The article describes results from an international survey that asked endrocrine surgeons how they decide whether or not to prescribe antibiotics in advance of removing all or part of the thyroid or parathyroid glands. Typically, these glands are removed because of suspected cancer or because they overproduce their respective hormones, causing metabolic problems and irritability (thyroid) or kidney stones and bone loss (parathyroid).
“Since there’s such great supply of blood to the neck area and these procedures don’t involve parts of the body rife with bacteria, like the colon or airway, they’re considered ‘clean’ cases — meaning that the risk for surgical site infections is very low,” said lead author Jacob Moalem, M.D., FACS, an endocrine surgeon at the University of Rochester Medical Center (URMC). “Given the very low risk, treating a patient with an antibiotic in advance isn’t typically indicated. Even so, we wanted to learn what surgeons actually did in practice – and why.”
Dogma, not data
Moalem’s team found that most surgeons stick very closely to a set routine before performing thyroid and parathyroid operations; nearly 90 percent of respondents reported using antibiotics either “almost always” (26.2 percent) or “almost never” (62 percent).
“Only about 11 percent of surgeons said they varied their prescribing habits based on the unique health needs of their patients,” he said.
Interestingly, Moalem noticed that neither their annual caseloads nor their past histories of having patients who developed surgical site infections or adverse reactions to antibiotics were linked to their unique prescribing habits. What was associated, however, was their environment: whether or not they worked in a hospital connected with a university and which continent they practiced on.
“We found that doctors in community hospitals were twice as likely to routinely prescribe antibiotics as their university hospital counterparts – 49.6 percent of them almost always prescribed antibiotics, compared to 24.5 percent at teaching hospitals,” Moalem said.
He also noticed that surgeons in Asia were far more likely (58.3 percent) to always give antibiotics in advance than were those in America (27.9 percent) or Europe (8.8 percent).
“Surgeons seem to have very fixed patterns depending on the setting they work in,” Moalem said.
“I think this speaks to a universal reality in medicine: that, in the absence of hard data, there is a subset of things we’ll continue to do simply because we’ve always done them that way,” he said. “We do what we think is best based on what’s seemed to work in the past, how we’ve been trained, or what our organization’s culture suggests. If we only practiced medicine that was grounded in randomized and controlled clinical data, much of what we do would come to a grinding halt.”
Collecting data that nails down exact rates of surgical site infections for thyroid/parathyroid operations is complicated. Not only does the definition of what constitutes such infections vary with each physician’s own interpretation, but many infections are sometimes missed altogether. What about patients with minor infections that don’t merit a trip back to the hospital or emergency room? And, what about severe infections that do have to be treated, but are treated elsewhere? It could be that doctors underestimate the true incidence of these surgical site infections.

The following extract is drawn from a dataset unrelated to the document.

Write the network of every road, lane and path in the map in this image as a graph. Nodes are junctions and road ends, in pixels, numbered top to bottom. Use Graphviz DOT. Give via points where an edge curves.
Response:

“Even so, when you consider the concerns related to antibiotics, you can see why many endocrine surgeons don’t use them proactively in cases that carry low-risk for infection,” he said. “First, there’s the issue of antimicrobial stewardship – an effort to prescribe antimicrobials only when absolutely necessary, to minimize the risk of encouraging an uprising of drug-resistant bacteria. Then, there’s the rare chance that the antibiotic upsets the delicate balance of good-to-bad intestinal flora, causing a potentially life-threatening colon infection.”

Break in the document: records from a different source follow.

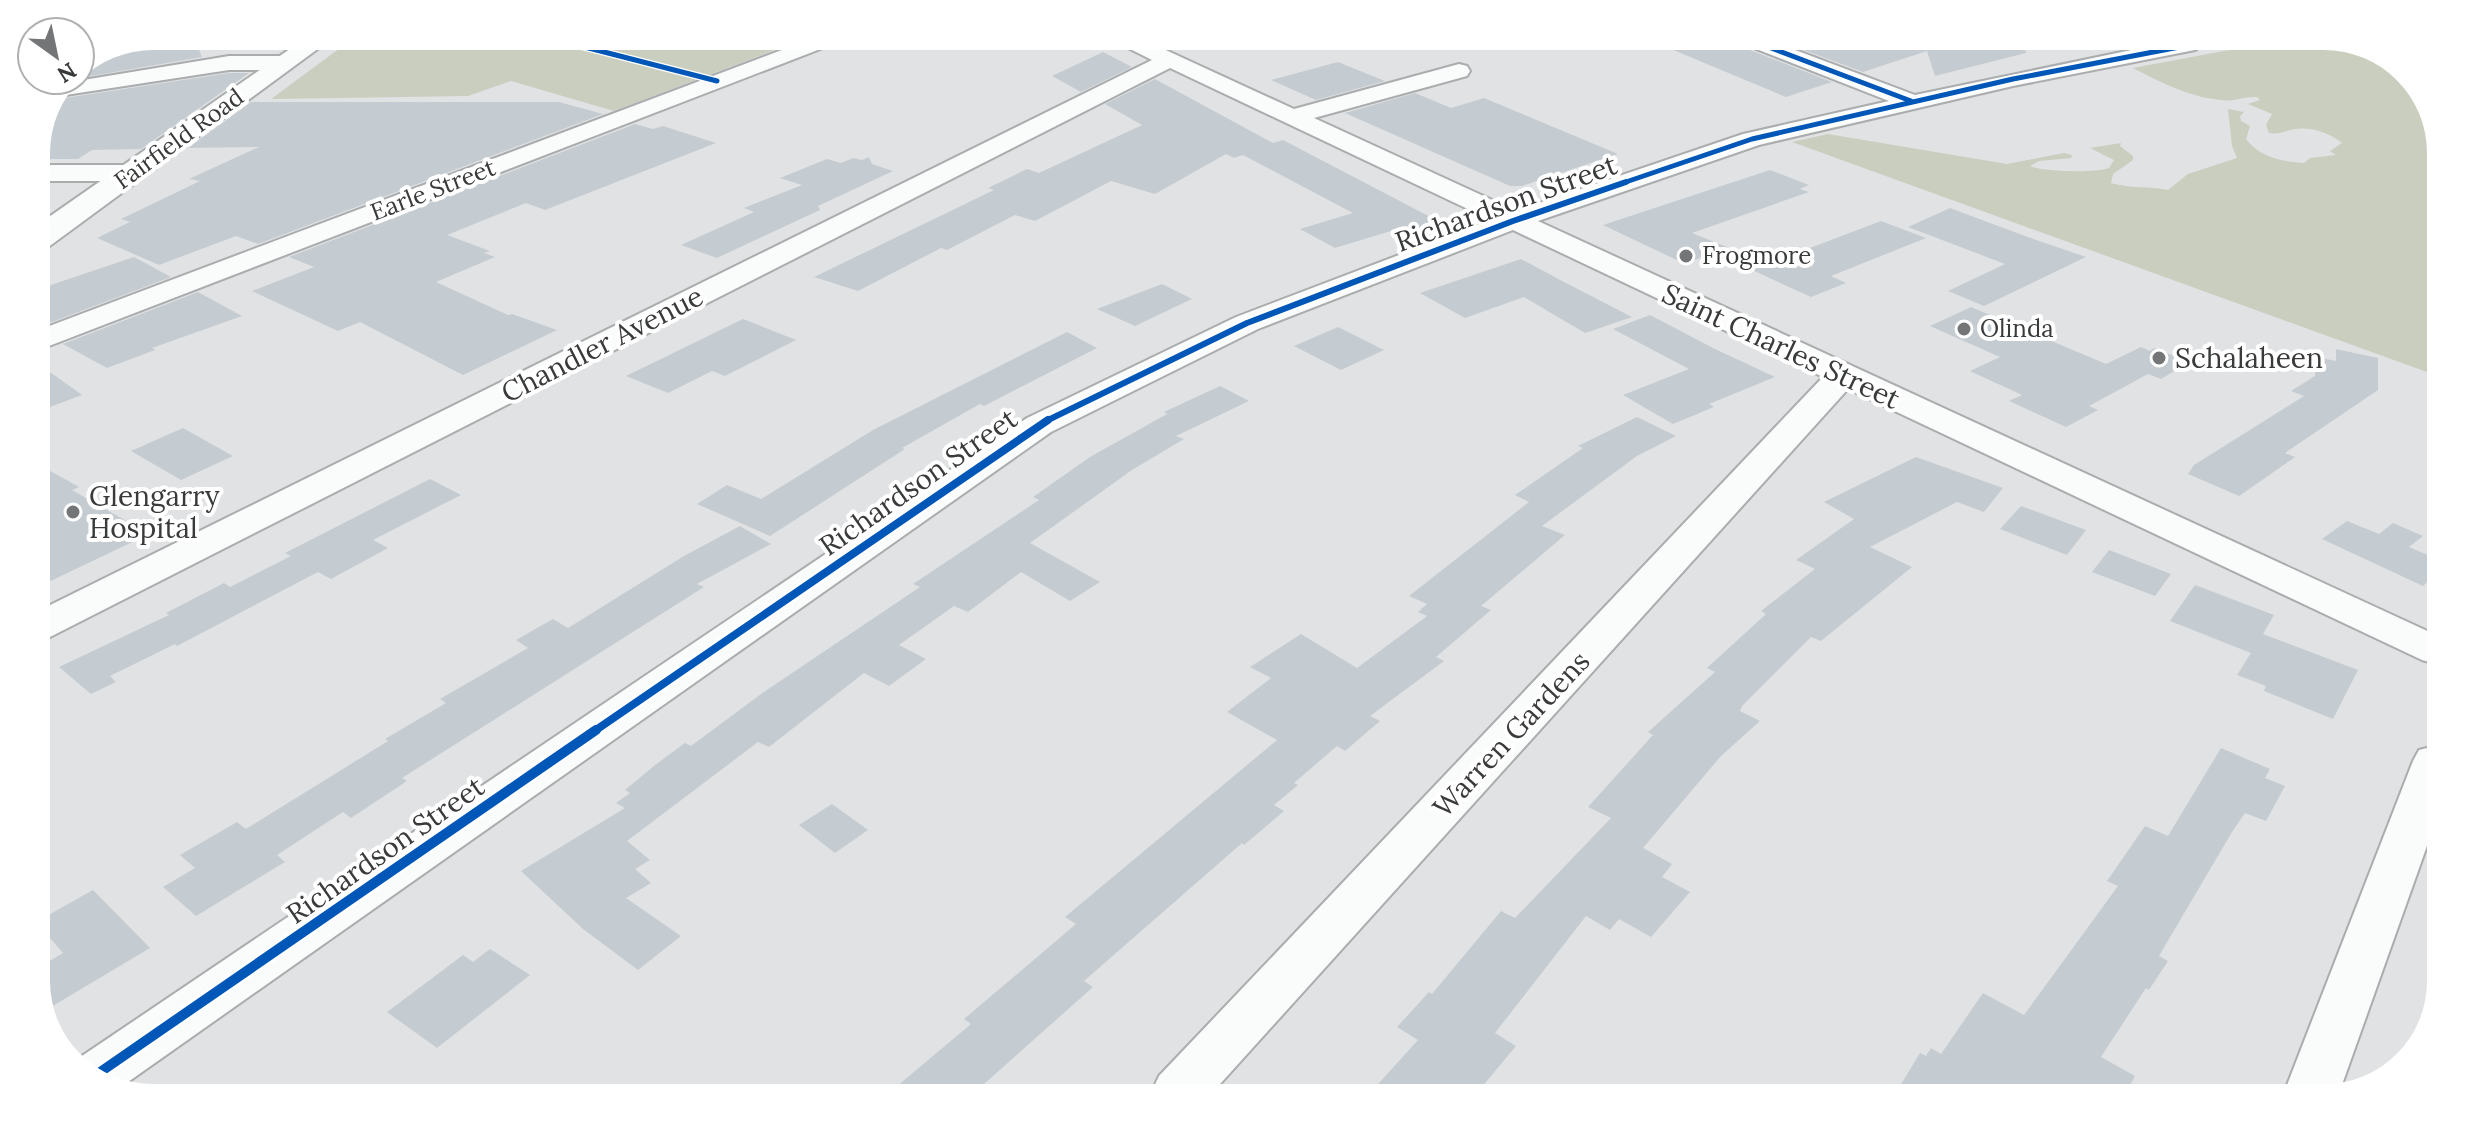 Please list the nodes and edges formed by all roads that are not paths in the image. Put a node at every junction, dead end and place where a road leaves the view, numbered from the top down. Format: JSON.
{"nodes":[{"id":1,"x":246,"y":50,"type":"edge"},
{"id":2,"x":303,"y":50,"type":"edge"},
{"id":3,"x":800,"y":50,"type":"edge"},
{"id":4,"x":1148,"y":50,"type":"edge"},
{"id":5,"x":1776,"y":50,"type":"edge"},
{"id":6,"x":2096,"y":50,"type":"edge"},
{"id":7,"x":2163,"y":50,"type":"edge"},
{"id":8,"x":2120,"y":58,"type":"junction"},
{"id":9,"x":1169,"y":60,"type":"junction"},
{"id":10,"x":229,"y":63,"type":"junction"},
{"id":11,"x":284,"y":63,"type":"junction"},
{"id":12,"x":1459,"y":71,"type":"dead end"},
{"id":13,"x":96,"y":85,"type":"edge"},
{"id":14,"x":1911,"y":101,"type":"junction"},
{"id":15,"x":1292,"y":117,"type":"junction"},
{"id":16,"x":50,"y":173,"type":"edge"},
{"id":17,"x":132,"y":173,"type":"junction"},
{"id":18,"x":1513,"y":221,"type":"junction"},
{"id":19,"x":50,"y":231,"type":"edge"},
{"id":20,"x":50,"y":337,"type":"edge"},
{"id":21,"x":1844,"y":374,"type":"junction"},
{"id":22,"x":50,"y":621,"type":"edge"},
{"id":23,"x":2427,"y":647,"type":"edge"},
{"id":24,"x":2427,"y":783,"type":"edge"},
{"id":25,"x":103,"y":1070,"type":"edge"},
{"id":26,"x":1186,"y":1084,"type":"edge"},
{"id":27,"x":2315,"y":1084,"type":"edge"}],
"edges":[{"from":1,"to":10,"type":"street"},
{"from":2,"to":11,"type":"street","name":"Fairfield Road"},
{"from":3,"to":20,"type":"street","name":"Earle Street"},
{"from":4,"to":9,"type":"street","name":"Saint Charles Street"},
{"from":5,"to":14,"type":"street"},
{"from":6,"to":8,"type":"street"},
{"from":7,"to":8,"type":"street","name":"Richardson Street"},
{"from":8,"to":14,"type":"street","name":"Richardson Street"},
{"from":9,"to":15,"type":"street","name":"Saint Charles Street"},
{"from":9,"to":22,"type":"street","name":"Chandler Avenue"},
{"from":10,"to":11,"type":"street"},
{"from":10,"to":13,"type":"street"},
{"from":11,"to":17,"type":"street","name":"Fairfield Road"},
{"from":12,"to":15,"type":"street"},
{"from":14,"to":18,"type":"street","name":"Richardson Street"},
{"from":15,"to":18,"type":"street","name":"Saint Charles Street"},
{"from":16,"to":17,"type":"street"},
{"from":17,"to":19,"type":"street","name":"Fairfield Road"},
{"from":18,"to":21,"type":"street","name":"Saint Charles Street"},
{"from":18,"to":25,"type":"street","name":"Richardson Street"},
{"from":21,"to":23,"type":"street","name":"Saint Charles Street"},
{"from":21,"to":26,"type":"street","name":"Warren Gardens"},
{"from":24,"to":27,"type":"street"}]}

Until hard data are available to gather the true incidence of surgical infections, as well as of adverse and allergic reactions to antibiotics, official recommendations can’t be made and each surgeon should continue to employ his or her best judgment, Moalem said.
“Whatever their leaning, I would caution, however, that they remain flexible and be willing to modify their routines to best fit a patient’s unique needs and risk factors,” he said.
Moalem’s clinical and research concentrations focus on cancerous and benign lesions and disorders of the thyroid, parathyroid and adrenal glands, and endocrine tumors of the pancreas. An assistant professor of Surgery at URMC, he brings expertise in minimally invasive thyroidectomy and parathyroidectomy, and laparoscopic transabdominal and retroperitoneoscopic adrenalectomy.